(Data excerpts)
►
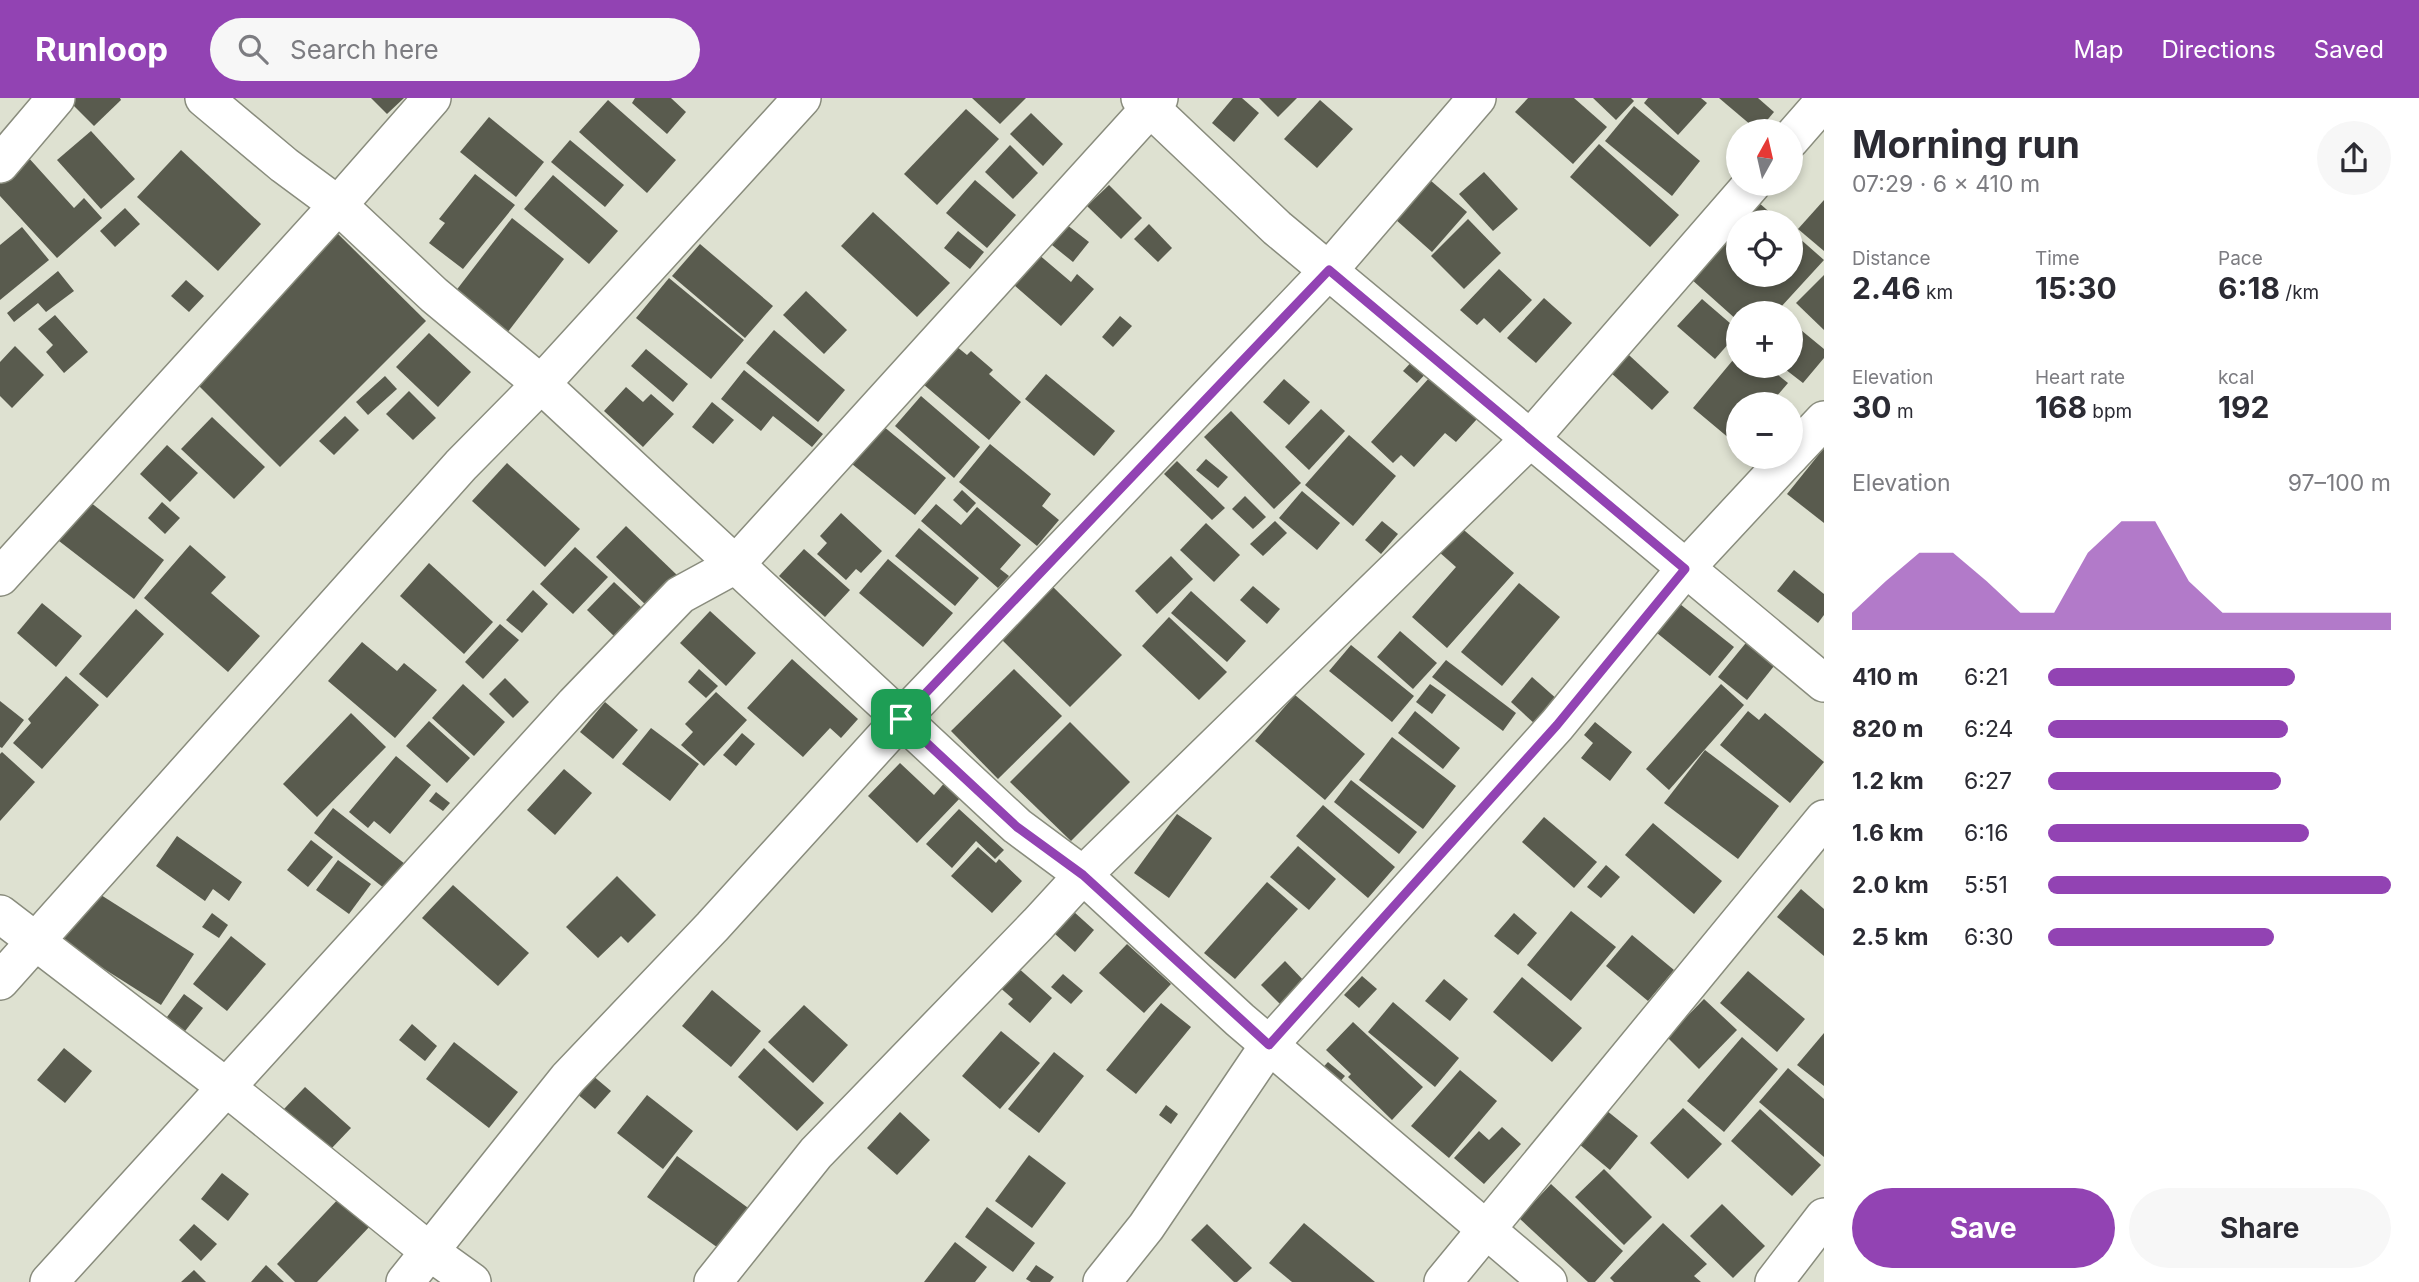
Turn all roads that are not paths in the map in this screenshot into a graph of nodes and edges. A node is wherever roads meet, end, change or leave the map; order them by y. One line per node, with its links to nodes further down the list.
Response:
1 (57, 98): 9 (street)
2 (204, 98): 11 (street)
3 (432, 98): 11 (street)
4 (803, 98): 13 (street)
5 (1478, 98): 12 (street)
6 (1150, 101): 12 (street); 18 (street)
7 (1824, 101): 8 (street)
8 (1803, 125)
9 (0, 164)
10 (1742, 196): 15 (street)
11 (338, 205): 13 (street); 20 (street)
12 (1329, 270): 15 (street); 22 (street)
13 (541, 384): 18 (street); 26 (street)
14 (1824, 420): 16 (street)
15 (1530, 439): 19 (street); 24 (street)
16 (1803, 442)
17 (1778, 469): 19 (street)
18 (735, 565): 22 (street); 29 (street)
19 (1685, 569): 21 (street); 28 (street)
20 (0, 577)
21 (1824, 683)
22 (901, 719): 24 (street); 32 (street)
23 (1824, 819): 31 (street)
24 (1083, 875): 28 (street); 36 (street)
25 (0, 914): 26 (street)
26 (35, 940): 27 (street); 29 (street)
27 (0, 981)
28 (1269, 1045): 31 (street); 37 (street)
29 (226, 1087): 32 (street); 33 (street)
30 (1824, 1217): 40 (street)
31 (1486, 1229): 38 (street); 39 (street)
32 (429, 1251): 34 (street); 35 (street)
33 (49, 1282)
34 (405, 1282)
35 (472, 1282)
36 (713, 1282)
37 (1102, 1282)
38 (1443, 1282)
39 (1548, 1282)
40 (1773, 1282)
◄
• [WHAT YOU NEED TO DO]:
Make an exact copy of the data above, pictures excluded.

• [EXERCISE RESPONSE]:
Turn all roads that are not paths in the map in this screenshot into a graph of nodes and edges. A node is wherever roads meet, end, change or leave the map; order them by y. One line per node, with its links to nodes further down the list.
Response:
1 (57, 98): 9 (street)
2 (204, 98): 11 (street)
3 (432, 98): 11 (street)
4 (803, 98): 13 (street)
5 (1478, 98): 12 (street)
6 (1150, 101): 12 (street); 18 (street)
7 (1824, 101): 8 (street)
8 (1803, 125)
9 (0, 164)
10 (1742, 196): 15 (street)
11 (338, 205): 13 (street); 20 (street)
12 (1329, 270): 15 (street); 22 (street)
13 (541, 384): 18 (street); 26 (street)
14 (1824, 420): 16 (street)
15 (1530, 439): 19 (street); 24 (street)
16 (1803, 442)
17 (1778, 469): 19 (street)
18 (735, 565): 22 (street); 29 (street)
19 (1685, 569): 21 (street); 28 (street)
20 (0, 577)
21 (1824, 683)
22 (901, 719): 24 (street); 32 (street)
23 (1824, 819): 31 (street)
24 (1083, 875): 28 (street); 36 (street)
25 (0, 914): 26 (street)
26 (35, 940): 27 (street); 29 (street)
27 (0, 981)
28 (1269, 1045): 31 (street); 37 (street)
29 (226, 1087): 32 (street); 33 (street)
30 (1824, 1217): 40 (street)
31 (1486, 1229): 38 (street); 39 (street)
32 (429, 1251): 34 (street); 35 (street)
33 (49, 1282)
34 (405, 1282)
35 (472, 1282)
36 (713, 1282)
37 (1102, 1282)
38 (1443, 1282)
39 (1548, 1282)
40 (1773, 1282)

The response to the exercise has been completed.